Cleveland, Ohio, 29 April 2024 – Global Marketing Insights (GMI) will present a GEOINT 2024 training workshop on identifying failure points in global supply chains and protecting them from cyber and kinetic attacks. The session will be led by GMI President Dr. Shawana Johnson, GISP, and security expert Bryan K. Fite with support from Mohammed Kharij.
“Cyber (Supply) Chain Smoking: Identifying (Hidden) Dependencies and Failures” will be held Monday, May 6, 7:30-8:30 am, in Room Miami 1 at GEOINT 2024 in the Gaylord Palms, Kissimmee, Fla. The session is open to all Symposium attendees, but advance registration is required at https://geoint24.mapyourshow.com/8_0/sessions/session-details.cfm?scheduleid=31
Session Summary: “Worlds are colliding!” is not just another random Seinfeld reference. It is a wake-up call for all practitioners to better understand how the convergence of domains like Cyber and Physical create places for failures at scale. The objective of this training is to demonstrate and guide the attendee through these vulnerabilities and dependencies regardless of their cyber, networking, geospatial and/or GEOINT practitioner level.

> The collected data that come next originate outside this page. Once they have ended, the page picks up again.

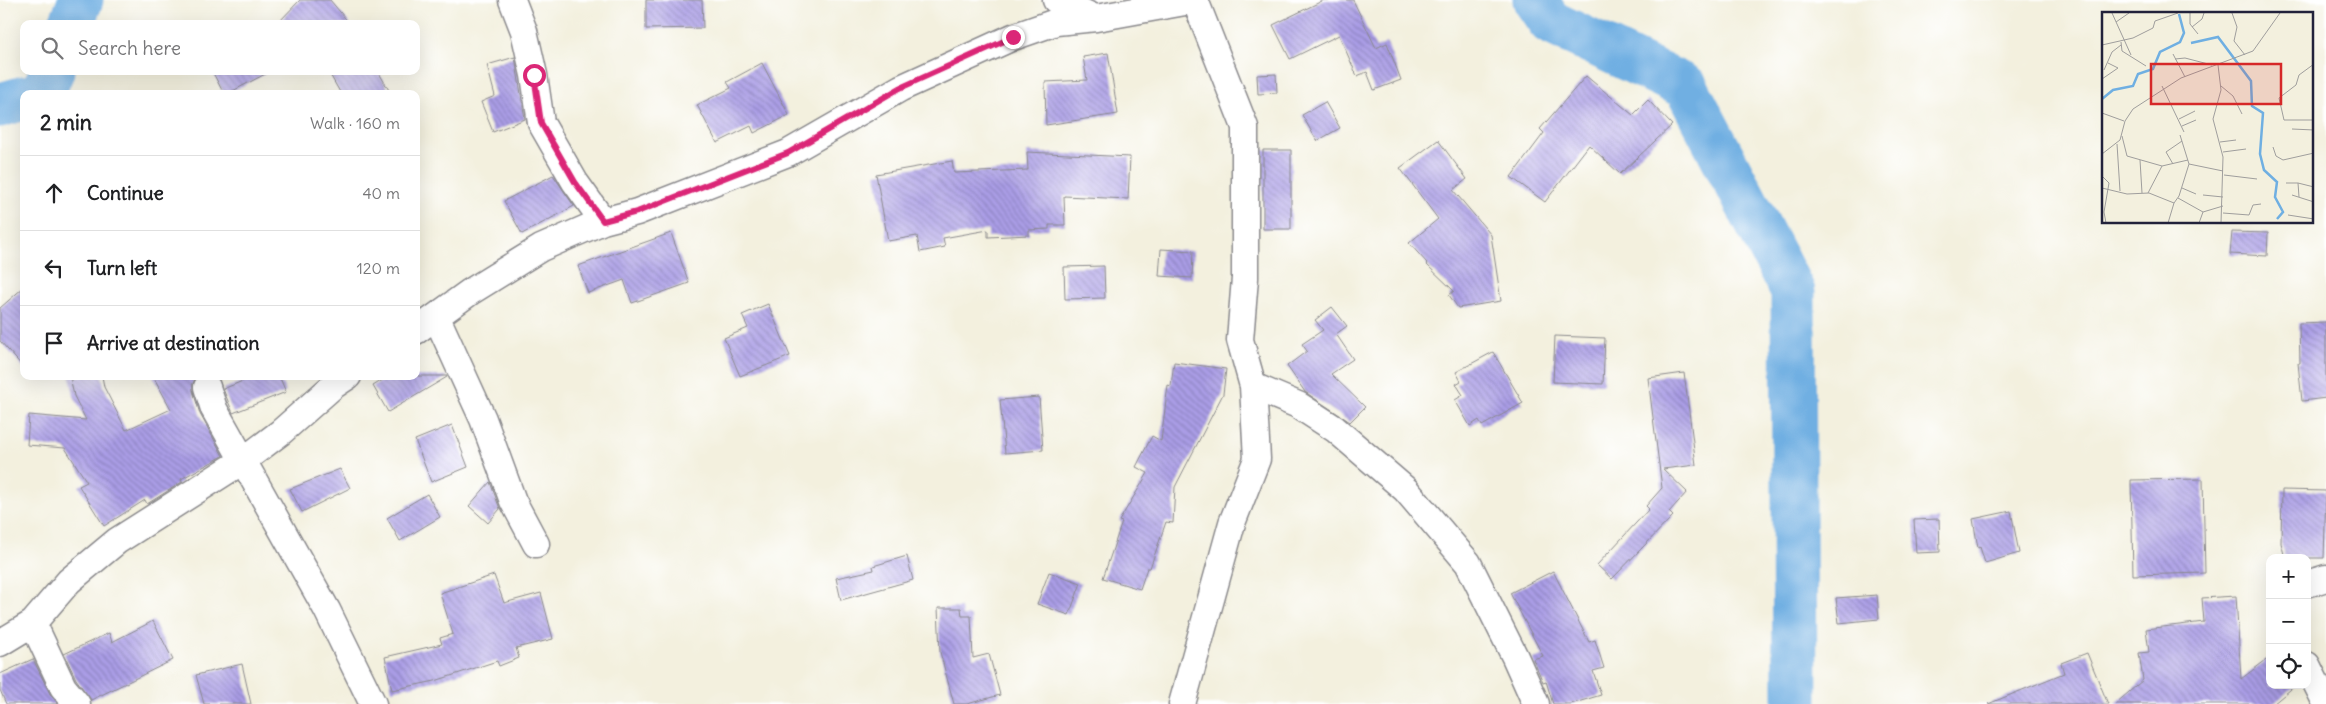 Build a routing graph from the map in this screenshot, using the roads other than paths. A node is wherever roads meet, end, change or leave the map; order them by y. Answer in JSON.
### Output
{"nodes":[{"id":1,"x":512,"y":0,"type":"edge"},
{"id":2,"x":1056,"y":0,"type":"edge"},
{"id":3,"x":1196,"y":0,"type":"edge"},
{"id":4,"x":1096,"y":18,"type":"junction"},
{"id":5,"x":603,"y":221,"type":"junction"},
{"id":6,"x":426,"y":324,"type":"edge"},
{"id":7,"x":342,"y":380,"type":"edge"},
{"id":8,"x":1253,"y":386,"type":"junction"},
{"id":9,"x":207,"y":388,"type":"dead end"},
{"id":10,"x":244,"y":460,"type":"junction"},
{"id":11,"x":536,"y":544,"type":"dead end"},
{"id":12,"x":2326,"y":578,"type":"edge"},
{"id":13,"x":2311,"y":583,"type":"edge"},
{"id":14,"x":33,"y":623,"type":"junction"},
{"id":15,"x":0,"y":643,"type":"edge"},
{"id":16,"x":2311,"y":673,"type":"edge"},
{"id":17,"x":2326,"y":703,"type":"edge"},
{"id":18,"x":77,"y":704,"type":"edge"},
{"id":19,"x":373,"y":704,"type":"edge"},
{"id":20,"x":1182,"y":704,"type":"edge"},
{"id":21,"x":1536,"y":704,"type":"edge"}],
"edges":[{"from":1,"to":5,"type":"street"},
{"from":2,"to":4,"type":"street"},
{"from":3,"to":4,"type":"street"},
{"from":3,"to":8,"type":"street"},
{"from":4,"to":5,"type":"street"},
{"from":5,"to":6,"type":"street"},
{"from":6,"to":11,"type":"street"},
{"from":7,"to":10,"type":"street"},
{"from":8,"to":20,"type":"street"},
{"from":8,"to":21,"type":"street"},
{"from":9,"to":10,"type":"street"},
{"from":10,"to":14,"type":"street"},
{"from":10,"to":19,"type":"street"},
{"from":12,"to":13,"type":"street"},
{"from":14,"to":15,"type":"street"},
{"from":14,"to":18,"type":"street"},
{"from":16,"to":17,"type":"street"}]}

Single domain threat catalogs are not enough. Multi-domain threat catalogs are required to design and operate systems that are safe, secure and resilient. By creating stakeholder relevant models, previously undocumented attack vectors, hidden dependencies, and inter-domain control gaps can be identified. Further methodologies and test scripts (called “attack packs”) will be shared which were developed to simulate multi-domain attacks, which lead to cascading failures achieving a very specific objective. This is how we Smoke Supply Chains!
Learning Outcomes for Attendees:
1) Frame the challenges of protecting converged multi-domain ecosystems that have (hidden) dependencies and can impact human beneficiaries.

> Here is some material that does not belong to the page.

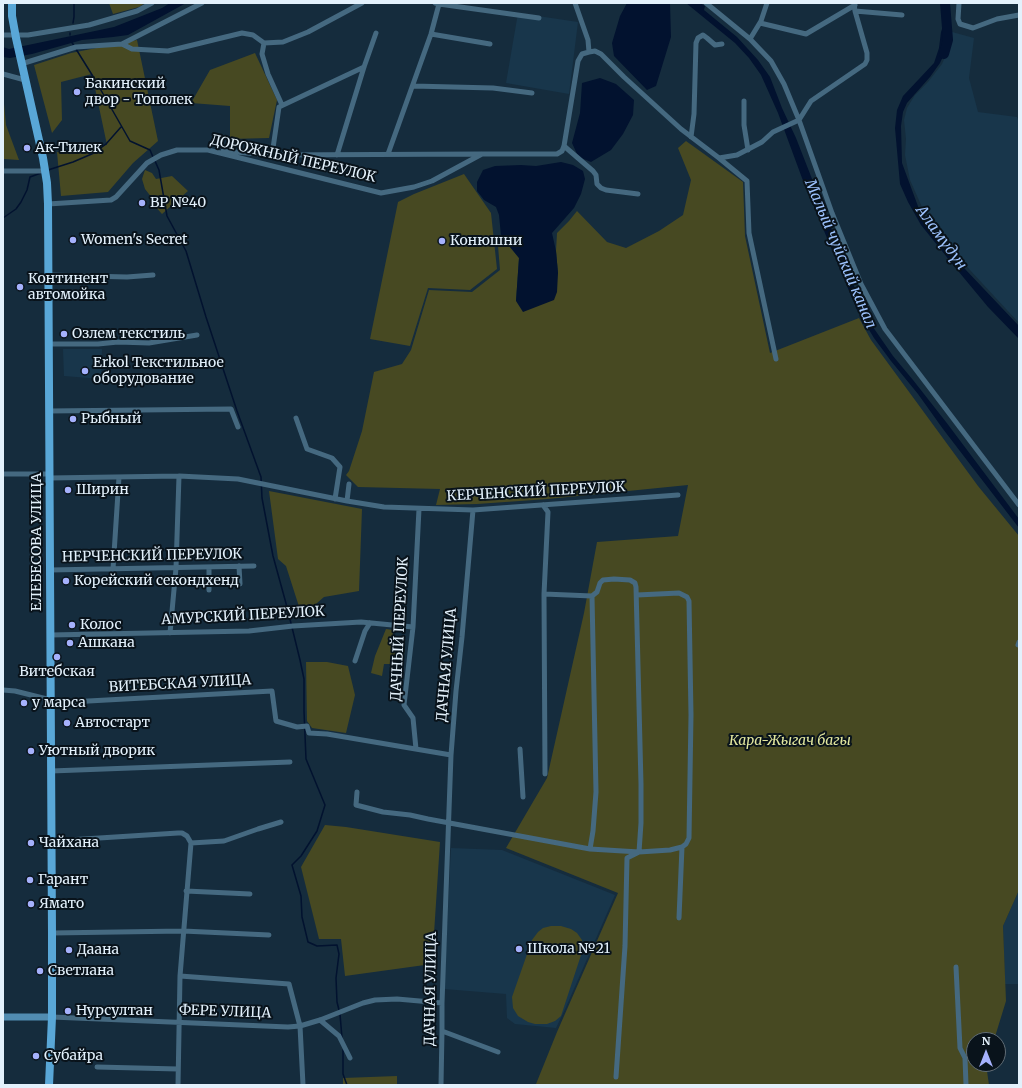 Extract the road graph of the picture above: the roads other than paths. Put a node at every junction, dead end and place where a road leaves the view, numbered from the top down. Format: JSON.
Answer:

2) Discuss the methodology and tools used in the field to select and model multi-domain attack vector candidates to populate a threat catalog.
3) Demonstrate three types of (novel) multi-domain attacks that lead to cascading failure and achieve a specific objective with demonstrations such as:
- Port disruption caused by kinetic and cyber “events” to cause market manipulation for spot traders (“Orange juice Mortimer?”).
- Execution of one smart contract, some targeted DDoS and forced routing through compromised infrastructure which triggers Armageddon.
- Key satellite falls from its orbit at the same time an undersea cable is damaged causing disaster recovery and business/operational continuity planning processes to activate compromised assets that automatically become “trusted”.
4) Map those attacks against well-known attack Matrix and discuss control affinities and selection and provide prescriptive guidance to address each demonstrated attack.
5) Demonstrate progress using Creative Commons and Open Source terms.
Instructor Bios:
Dr. Shawana P. Johnson, GISP – Globally known commercial geospatial SME focused on bridging commercial geospatial technology to the USG and advanced science discovery for the digital transformation and connectivity for Supply Chain analysis – Strengths and Vulnerabilities. Tradecraft Main Stage Presenter, GEOINT 2022; Doctorate in Mgt. Case Western Reserve University and Certificate, Harvard University 2019, Kennedy School of Government, Senior Managers in Government.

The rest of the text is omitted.